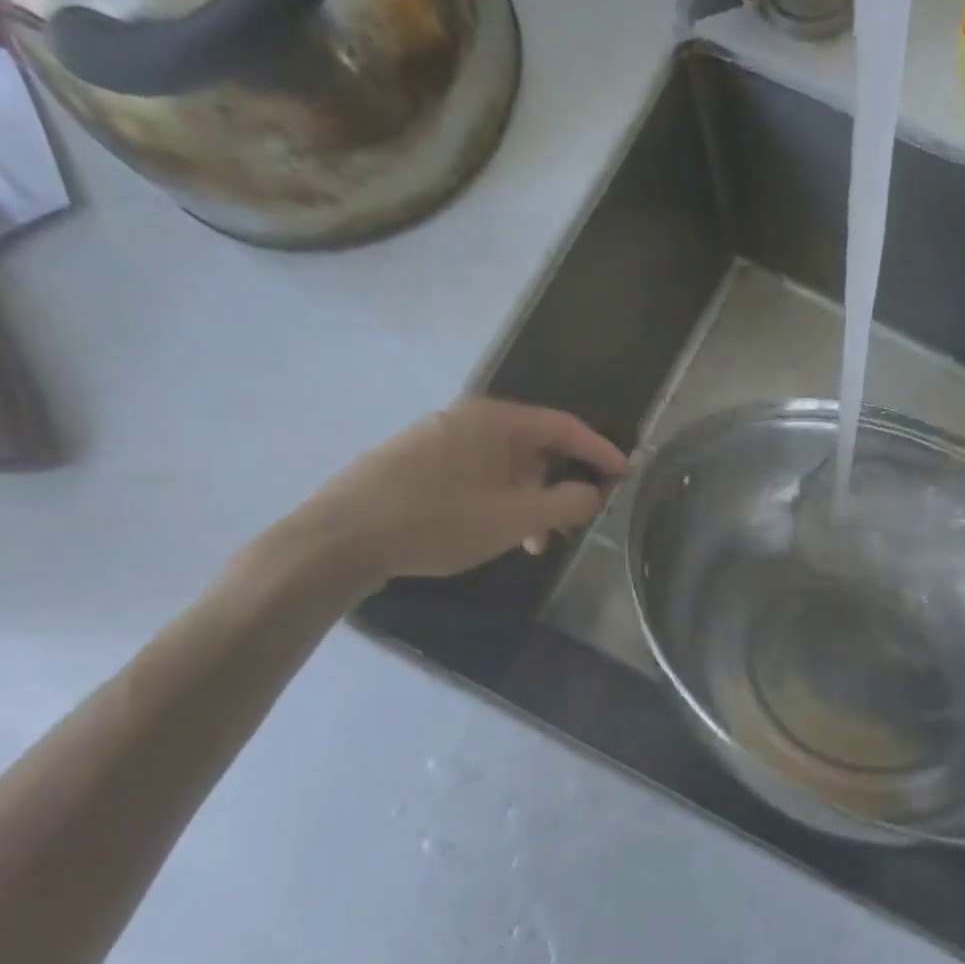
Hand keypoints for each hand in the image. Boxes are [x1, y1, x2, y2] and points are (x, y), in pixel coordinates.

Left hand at [287, 397, 627, 586]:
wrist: (340, 539)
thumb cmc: (438, 521)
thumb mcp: (516, 518)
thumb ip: (567, 503)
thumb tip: (595, 493)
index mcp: (495, 420)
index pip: (565, 427)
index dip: (601, 451)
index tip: (625, 476)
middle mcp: (467, 420)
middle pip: (534, 447)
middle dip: (560, 485)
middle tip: (575, 521)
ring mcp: (436, 439)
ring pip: (503, 467)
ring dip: (528, 501)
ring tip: (531, 543)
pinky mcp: (413, 463)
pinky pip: (474, 475)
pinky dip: (497, 501)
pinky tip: (492, 533)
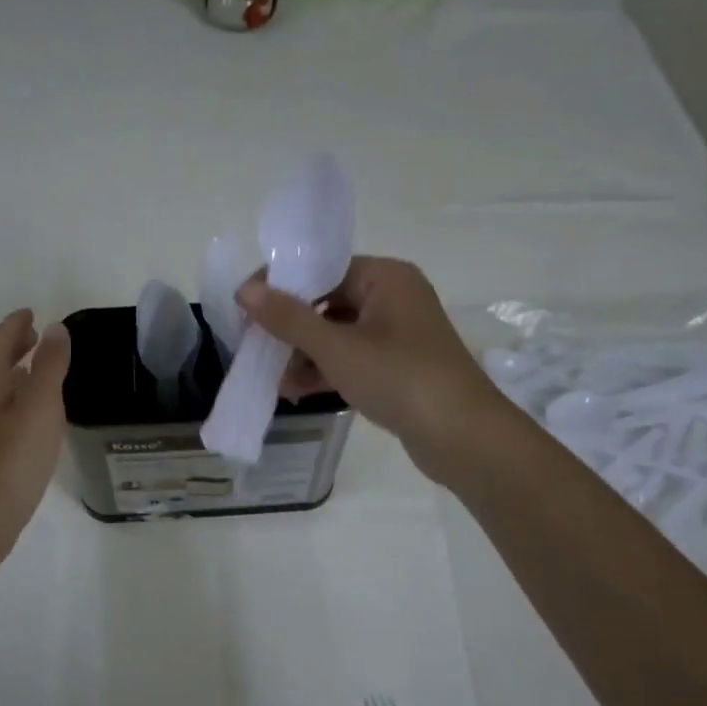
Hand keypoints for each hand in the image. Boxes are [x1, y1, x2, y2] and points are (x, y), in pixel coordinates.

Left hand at [0, 310, 70, 553]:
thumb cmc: (13, 457)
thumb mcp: (40, 406)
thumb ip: (50, 366)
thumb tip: (56, 329)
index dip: (15, 325)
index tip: (32, 313)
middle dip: (13, 346)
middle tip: (36, 337)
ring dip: (14, 373)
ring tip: (38, 371)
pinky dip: (15, 399)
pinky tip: (31, 415)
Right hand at [237, 256, 509, 482]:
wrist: (462, 436)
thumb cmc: (399, 378)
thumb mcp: (337, 347)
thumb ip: (288, 318)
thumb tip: (244, 289)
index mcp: (386, 277)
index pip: (323, 269)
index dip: (281, 287)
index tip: (245, 309)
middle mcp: (394, 298)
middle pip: (328, 303)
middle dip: (290, 330)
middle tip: (255, 349)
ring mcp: (397, 336)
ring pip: (337, 336)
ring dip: (304, 356)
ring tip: (274, 381)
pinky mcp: (397, 368)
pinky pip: (351, 360)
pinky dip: (325, 372)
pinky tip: (295, 393)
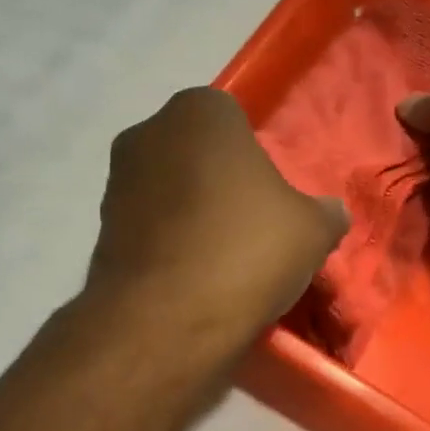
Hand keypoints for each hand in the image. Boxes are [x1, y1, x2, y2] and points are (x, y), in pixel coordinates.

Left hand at [86, 88, 348, 348]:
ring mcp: (116, 183)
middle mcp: (147, 133)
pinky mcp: (99, 231)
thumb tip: (330, 213)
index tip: (270, 205)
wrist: (164, 320)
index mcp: (200, 110)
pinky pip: (149, 232)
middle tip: (249, 234)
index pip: (237, 123)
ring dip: (191, 220)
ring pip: (170, 195)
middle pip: (198, 158)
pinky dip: (167, 249)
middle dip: (221, 188)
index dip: (257, 164)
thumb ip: (326, 212)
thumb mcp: (312, 231)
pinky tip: (189, 282)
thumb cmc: (245, 252)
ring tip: (220, 266)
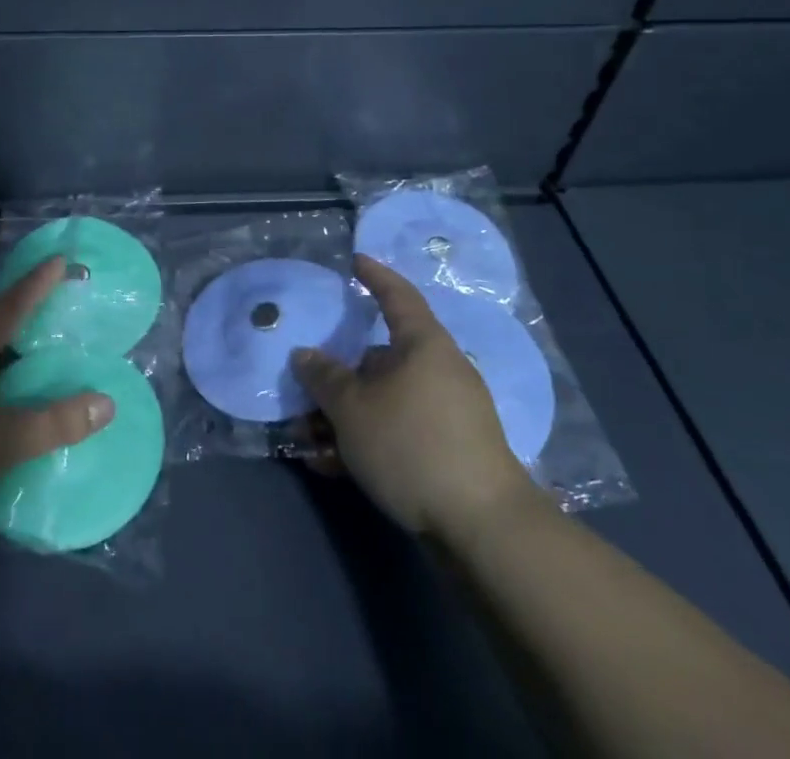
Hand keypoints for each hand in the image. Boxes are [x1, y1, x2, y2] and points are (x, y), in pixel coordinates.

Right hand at [293, 255, 533, 536]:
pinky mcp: (451, 452)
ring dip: (347, 413)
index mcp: (424, 345)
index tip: (356, 261)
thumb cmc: (412, 445)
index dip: (375, 276)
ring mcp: (449, 413)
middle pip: (382, 357)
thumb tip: (305, 355)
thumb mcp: (353, 409)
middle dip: (342, 372)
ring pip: (386, 399)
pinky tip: (335, 466)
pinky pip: (400, 430)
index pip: (397, 296)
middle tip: (309, 382)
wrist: (483, 528)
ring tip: (310, 437)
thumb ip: (324, 377)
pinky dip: (368, 439)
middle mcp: (440, 370)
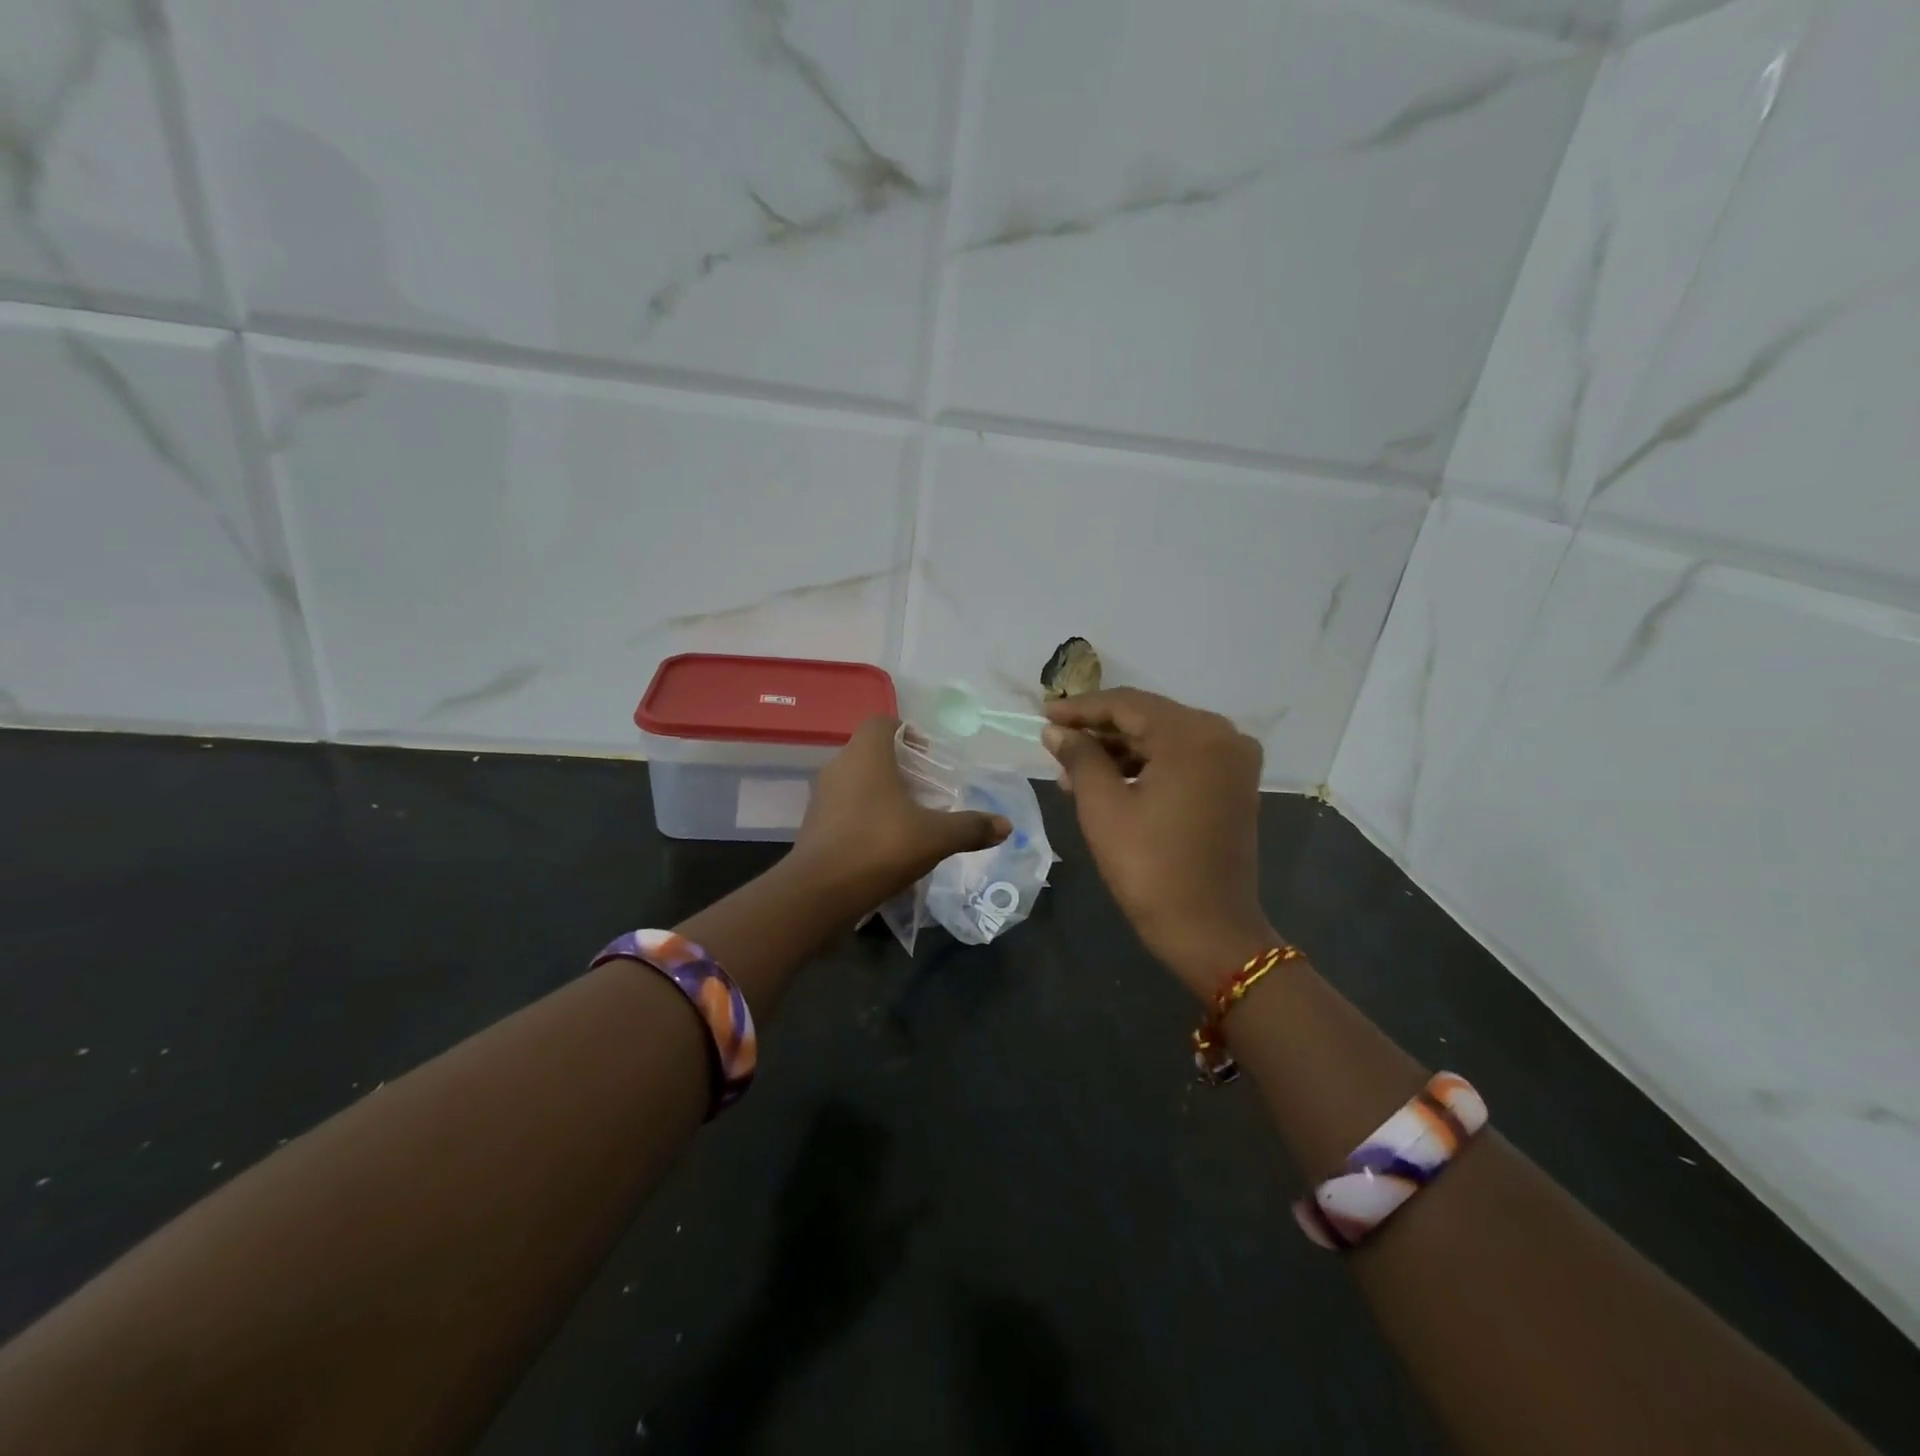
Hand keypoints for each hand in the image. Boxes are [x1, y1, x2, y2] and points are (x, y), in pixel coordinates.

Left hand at [792, 717, 1010, 911]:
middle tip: (926, 786)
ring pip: (856, 779)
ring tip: (909, 814)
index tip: (928, 753)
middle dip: (899, 764)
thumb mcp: (935, 837)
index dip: (906, 731)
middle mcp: (839, 766)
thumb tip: (1006, 825)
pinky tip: (885, 839)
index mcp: (866, 755)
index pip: (882, 722)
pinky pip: (845, 806)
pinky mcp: (814, 824)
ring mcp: (822, 796)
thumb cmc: (879, 847)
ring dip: (881, 790)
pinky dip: (865, 813)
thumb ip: (971, 827)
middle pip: (870, 751)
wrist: (820, 893)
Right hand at [1043, 689, 1275, 997]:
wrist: (1209, 930)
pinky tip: (1110, 779)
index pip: (1127, 704)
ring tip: (1073, 768)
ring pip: (1164, 738)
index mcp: (1193, 735)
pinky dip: (1146, 765)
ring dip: (1120, 749)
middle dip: (1099, 730)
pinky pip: (1182, 758)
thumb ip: (1079, 757)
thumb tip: (1056, 731)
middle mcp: (1222, 735)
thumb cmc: (1150, 868)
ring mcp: (1233, 759)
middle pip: (1148, 717)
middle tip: (1055, 742)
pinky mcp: (1234, 783)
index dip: (1081, 708)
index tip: (1044, 714)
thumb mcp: (1103, 807)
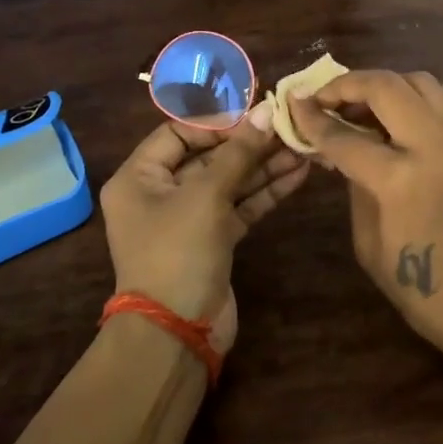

++++++++

» **TASK ITEM**:
For this answer, retype the lines from the start of the listing through the line that holds "index mcp: (495, 420)", inclusive, exactly and without pictures.

» **RESULT**:
Hand keypoints for each hand in the image. Boxes are [x1, y1, x2, y2] and points are (x, y), in pixel coordinates.

Left hand at [287, 397, 627, 586]:
wrist: (340, 539)
thumb cmc: (438, 521)
thumb mcp: (516, 518)
thumb ip: (567, 503)
thumb tip: (595, 493)
index mcp: (495, 420)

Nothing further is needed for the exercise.